The Past, Present, and Future of the International Criminal Court

By Alison Cedarbaum, Arjun Moogimane, and Henry Sadlowski

Since its inception, the International Criminal Court (ICC) has existed as a global champion of human rights, an object of anti-colonial scorn, and a metaphor for the challenges and potential of international institutions. Researching the Court generates a series of important questions: What necessitated the Court’s creation? What is its function within the wider scope of international affairs? Can it be effective? Is it necessary? The answers to these questions hold significance for the future of international legal oversight, and the fate of international governance itself.

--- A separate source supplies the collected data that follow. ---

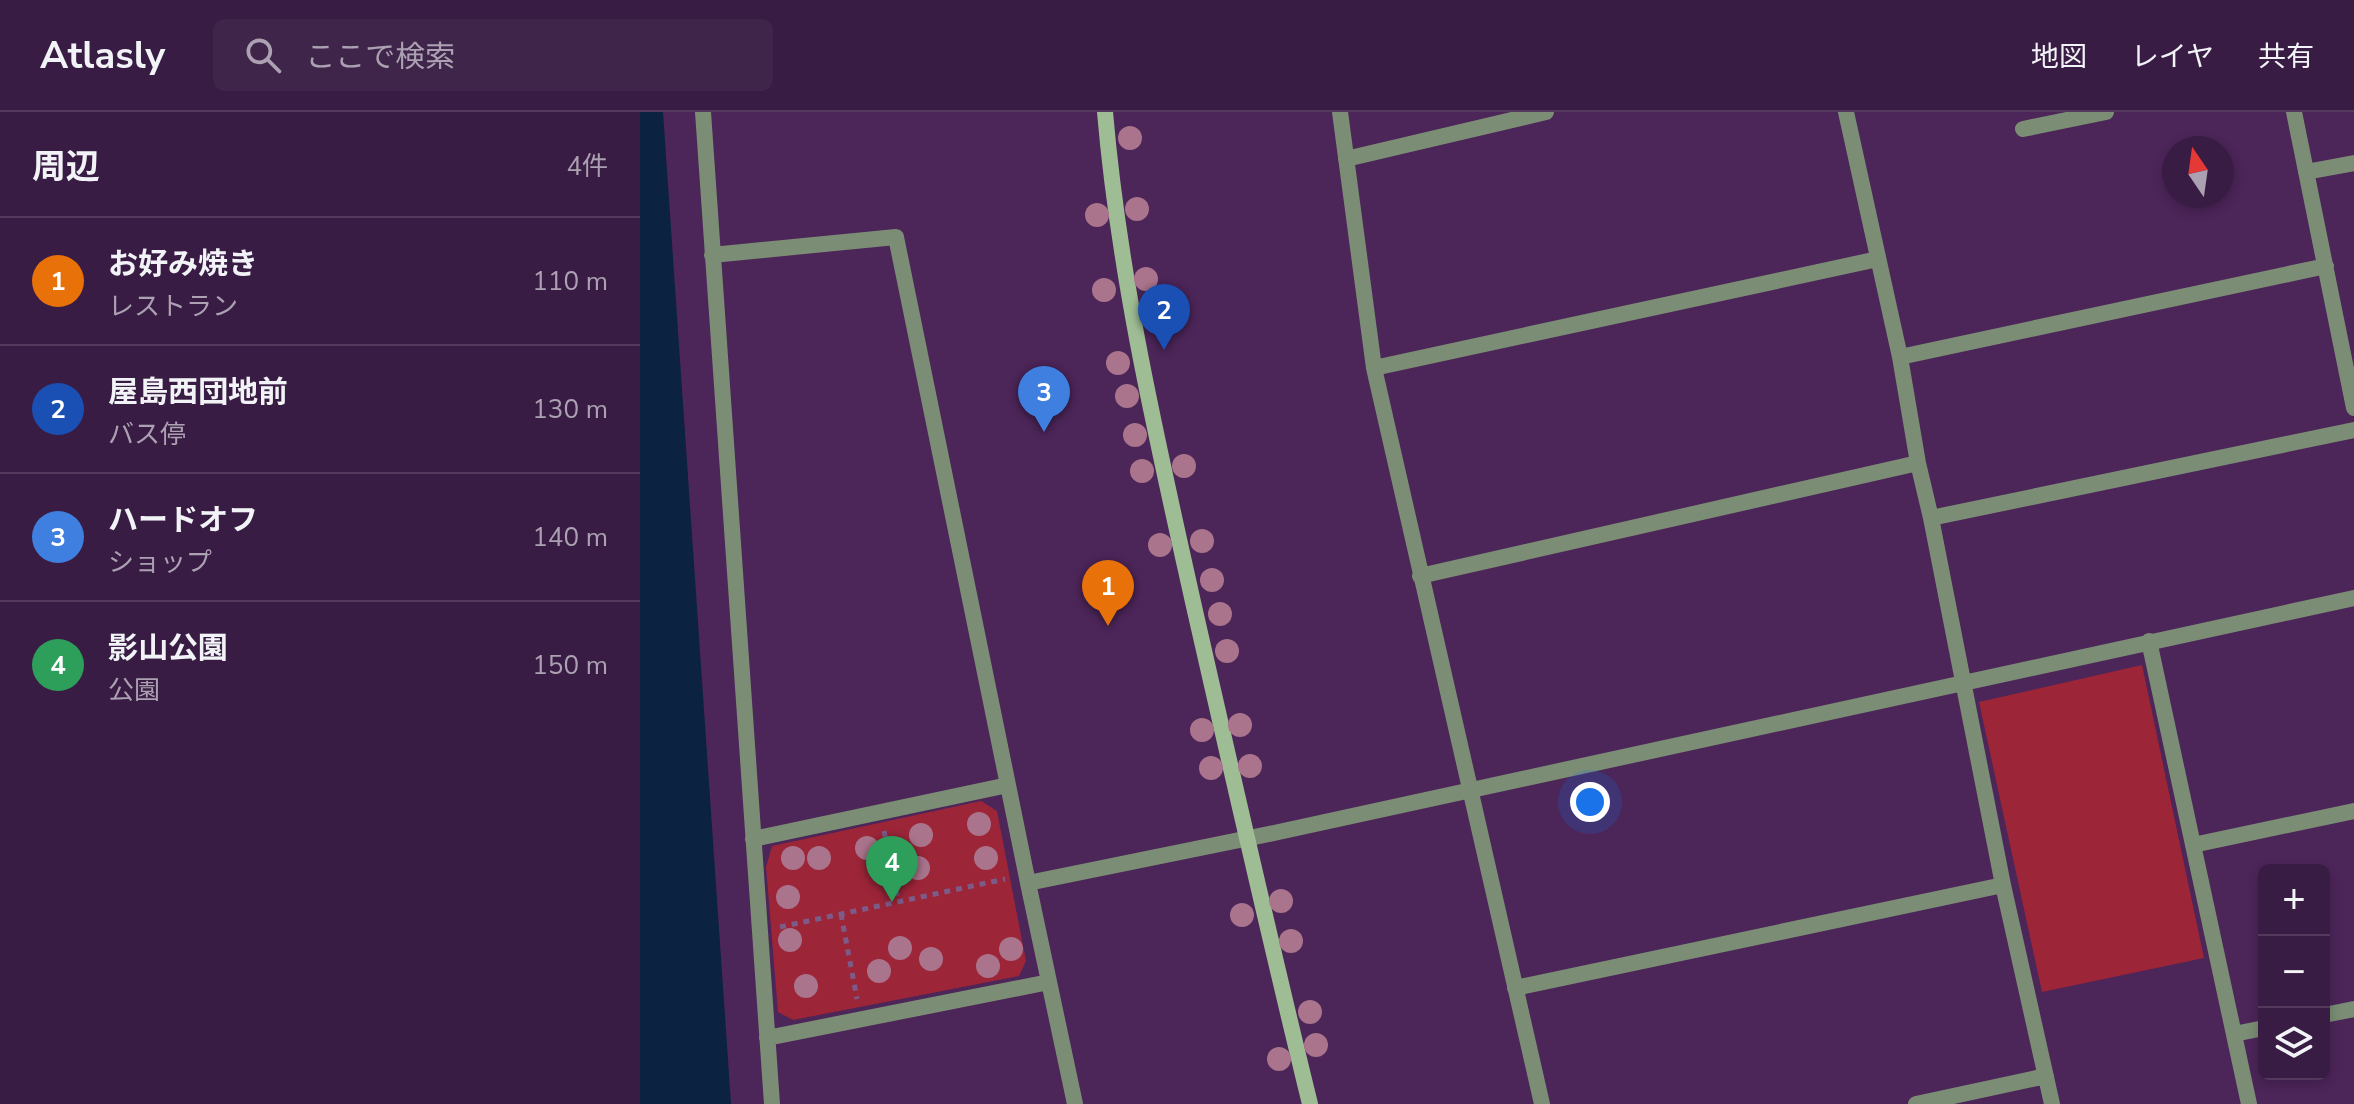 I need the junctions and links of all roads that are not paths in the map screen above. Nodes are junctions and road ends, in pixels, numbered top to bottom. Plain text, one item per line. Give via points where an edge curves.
1 (703, 112) edge
2 (1105, 112) edge
3 (1340, 112) edge
4 (1546, 112) edge
5 (1846, 112) edge
6 (2106, 112) edge
7 (2294, 112) edge
8 (2023, 129) dead end
9 (1346, 159) junction
10 (2354, 163) edge
11 (2306, 172) junction
12 (712, 255) junction
13 (1878, 259) junction
14 (2326, 266) junction
15 (1900, 357) junction
16 (2349, 362) edge
17 (1374, 368) junction
18 (2354, 408) edge
19 (2354, 430) edge
20 (1918, 463) junction
21 (1931, 518) junction
22 (1420, 576) junction
23 (2354, 598) edge
24 (2149, 641) junction
25 (1963, 683) junction
26 (1008, 785) junction
27 (1471, 789) junction
28 (2354, 811) edge
29 (753, 839) junction
30 (1247, 839) junction
31 (2193, 845) junction
32 (1027, 879) junction
33 (2003, 885) junction
34 (1049, 982) junction
35 (1515, 988) junction
36 (2354, 1009) edge
37 (2330, 1014) edge
38 (2258, 1029) edge
39 (2234, 1034) junction
40 (767, 1038) junction
41 (2046, 1076) junction
42 (772, 1104) edge
43 (1075, 1104) edge
44 (1310, 1104) edge
45 (1542, 1104) edge
46 (1916, 1104) edge
47 (2052, 1104) edge
48 (2249, 1104) edge

1 - 12 street
2 - 30 street via 1135,332
3 - 9 street
4 - 9 street
5 - 13 street
6 - 8 street
7 - 11 street
9 - 17 street
10 - 11 street
11 - 14 street
12 - 26 street via 896,237
12 - 29 street
13 - 15 street
13 - 17 street
14 - 15 street
14 - 16 street
15 - 20 street
16 - 18 street
17 - 22 street
19 - 21 street
20 - 21 street
20 - 22 street
21 - 25 street
22 - 27 street
23 - 24 street
24 - 25 street
24 - 31 street
25 - 27 street
25 - 33 street
26 - 29 street
26 - 32 street
27 - 30 street
27 - 35 street
28 - 31 street
29 - 40 street
30 - 32 street
30 - 44 street
31 - 39 street
32 - 34 street
33 - 35 street
33 - 41 street
34 - 40 street
34 - 43 street
35 - 45 street
36 - 37 street
38 - 39 street
39 - 48 street
40 - 42 street
41 - 46 street
41 - 47 street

Early History and Formation of the Court

The desire for a formalized structure by which to hold perpetrators of genocide and war crimes accountable has existed in some fashion since the end of the First World War. However, it was only after the establishment of post-war tribunals in Germany and Japan in the Second World War’s aftermath that the nascent United Nations decided to act. In 1948, the General Assembly adopted the Convention for the Prevention and Punishment of the Crime of Genocide, which invited member states to consider the manner by which a more permanent tribunal might be established. While some formal discussions would occur in the following years, the political conditions of the Cold War were such that little progress was made until the end of the 20th century.

As the Cold War waned and the UN took on a more significant role in global politics, discussions regarding the establishment of an internationally recognized court resumed. Ad hoc tribunals established in the aftermath of genocides in Rwanda and Bosnia underscored the need for a permanent international judicial body, and in 1994, a final draft statute for an international court was presented to the UN General Assembly. A date was subsequently scheduled in 1998 for a vote on the statute’s adoption in Rome. The “Rome Conference” was held from June 15 to July 17, with more than 160 Governments in attendance. 120 parties would vote in favor of the Rome Statue’s adoption and 21 abstained. Only 7 participating governments voted against the treaty, including the US, Israel, China, Iraq, Libya and Qatar. The ICC was formally established on July 1, 2002, and issued its first series of warrants in 2005.

The Rome Statute grants the ICC jurisdiction over four principal crimes as of 2024: genocide, crimes against humanity, war crimes, and crimes of aggression. The ICC is known as a ‘court of last resort,’ and is only allowed to exercise its jurisdiction when countries fail to investigate or prosecute the aforementioned crimes, as is their responsibility under international law. Unsurprisingly, certain countries, such as the US, view this authority as a violation of their sovereignty and have rejected the treaty.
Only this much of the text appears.